Michael Stapelberg’s Debian Blog

Debian stretch on the Raspberry Pi 3 (2016-11-24)

The last couple of days, I worked on getting Debian to run on the Raspberry Pi 3.

Thanks to the work of many talented people, the Linux kernel in version 4.8 is _almost_ ready to run on the Raspberry Pi 3. The only missing thing is the bcm2835 MMC driver, which is required to read the root file system from the SD card. I’ve asked our maintainers to include the patch for the time being.

Aside from the kernel, one also needs a working bootloader, hence I used Ubuntu’s linux-firmware-raspi2 package and uploaded the linux-firmware-raspi3 package to Debian. The package is currently in the NEW queue and needs to be accepted by ftp-master before entering Debian.

The most popular method of providing a Linux distribution for the Raspberry Pi is to provide an image that can be written to an SD card. I made two little changes to vmdebootstrap (#845439, #845526) which make it easier to create such an image.

The Debian wiki page https://wiki.debian.org/RaspberryPi3 describes the current state of affairs and should be updated, as this blog post will not be updated.

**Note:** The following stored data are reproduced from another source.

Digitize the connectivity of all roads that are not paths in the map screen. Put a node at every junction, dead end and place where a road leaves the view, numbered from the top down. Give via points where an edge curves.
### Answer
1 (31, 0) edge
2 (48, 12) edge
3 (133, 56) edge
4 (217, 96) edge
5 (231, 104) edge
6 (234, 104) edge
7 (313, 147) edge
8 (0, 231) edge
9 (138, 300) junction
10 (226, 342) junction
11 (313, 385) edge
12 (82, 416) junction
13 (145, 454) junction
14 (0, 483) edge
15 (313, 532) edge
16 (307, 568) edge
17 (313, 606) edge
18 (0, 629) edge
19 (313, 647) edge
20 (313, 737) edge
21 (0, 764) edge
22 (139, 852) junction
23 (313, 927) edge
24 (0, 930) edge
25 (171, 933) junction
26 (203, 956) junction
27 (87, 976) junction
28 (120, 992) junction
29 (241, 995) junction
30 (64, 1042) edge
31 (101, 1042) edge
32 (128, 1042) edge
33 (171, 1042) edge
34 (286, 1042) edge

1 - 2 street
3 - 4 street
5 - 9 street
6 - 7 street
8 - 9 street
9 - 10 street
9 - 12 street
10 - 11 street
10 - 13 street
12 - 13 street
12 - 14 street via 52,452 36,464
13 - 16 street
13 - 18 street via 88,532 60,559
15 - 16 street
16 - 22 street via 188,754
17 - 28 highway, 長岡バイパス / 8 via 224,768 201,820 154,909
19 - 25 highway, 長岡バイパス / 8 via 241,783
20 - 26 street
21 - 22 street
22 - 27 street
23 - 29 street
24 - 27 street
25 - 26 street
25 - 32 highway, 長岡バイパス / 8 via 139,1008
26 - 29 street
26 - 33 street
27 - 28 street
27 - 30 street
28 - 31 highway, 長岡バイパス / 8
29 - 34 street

As a preview version (i.e. unofficial, unsupported, etc.) until all the necessary bits and pieces are in place to build images in a proper place in Debian, I built and uploaded the resulting image. Find it at https://people.debian.org/~stapelberg/raspberrypi3/. To install the image, insert the SD card into your computer (I’m assuming it’s available as /dev/sdb) and copy the image onto it:

$ wget https://people.debian.org/~stapelberg/raspberrypi3/2016-11-24-raspberry-pi-3-stretch-PREVIEW.img
$ sudo dd if=2016-11-24-raspberry-pi-3-stretch-PREVIEW.img of=/dev/sdb bs=5M

I hope this initial work on getting Debian booted will motivate other people to contribute little improvements here and there. A list of current limitations and potential improvements can be found on the RaspberryPi3 Debian wiki page.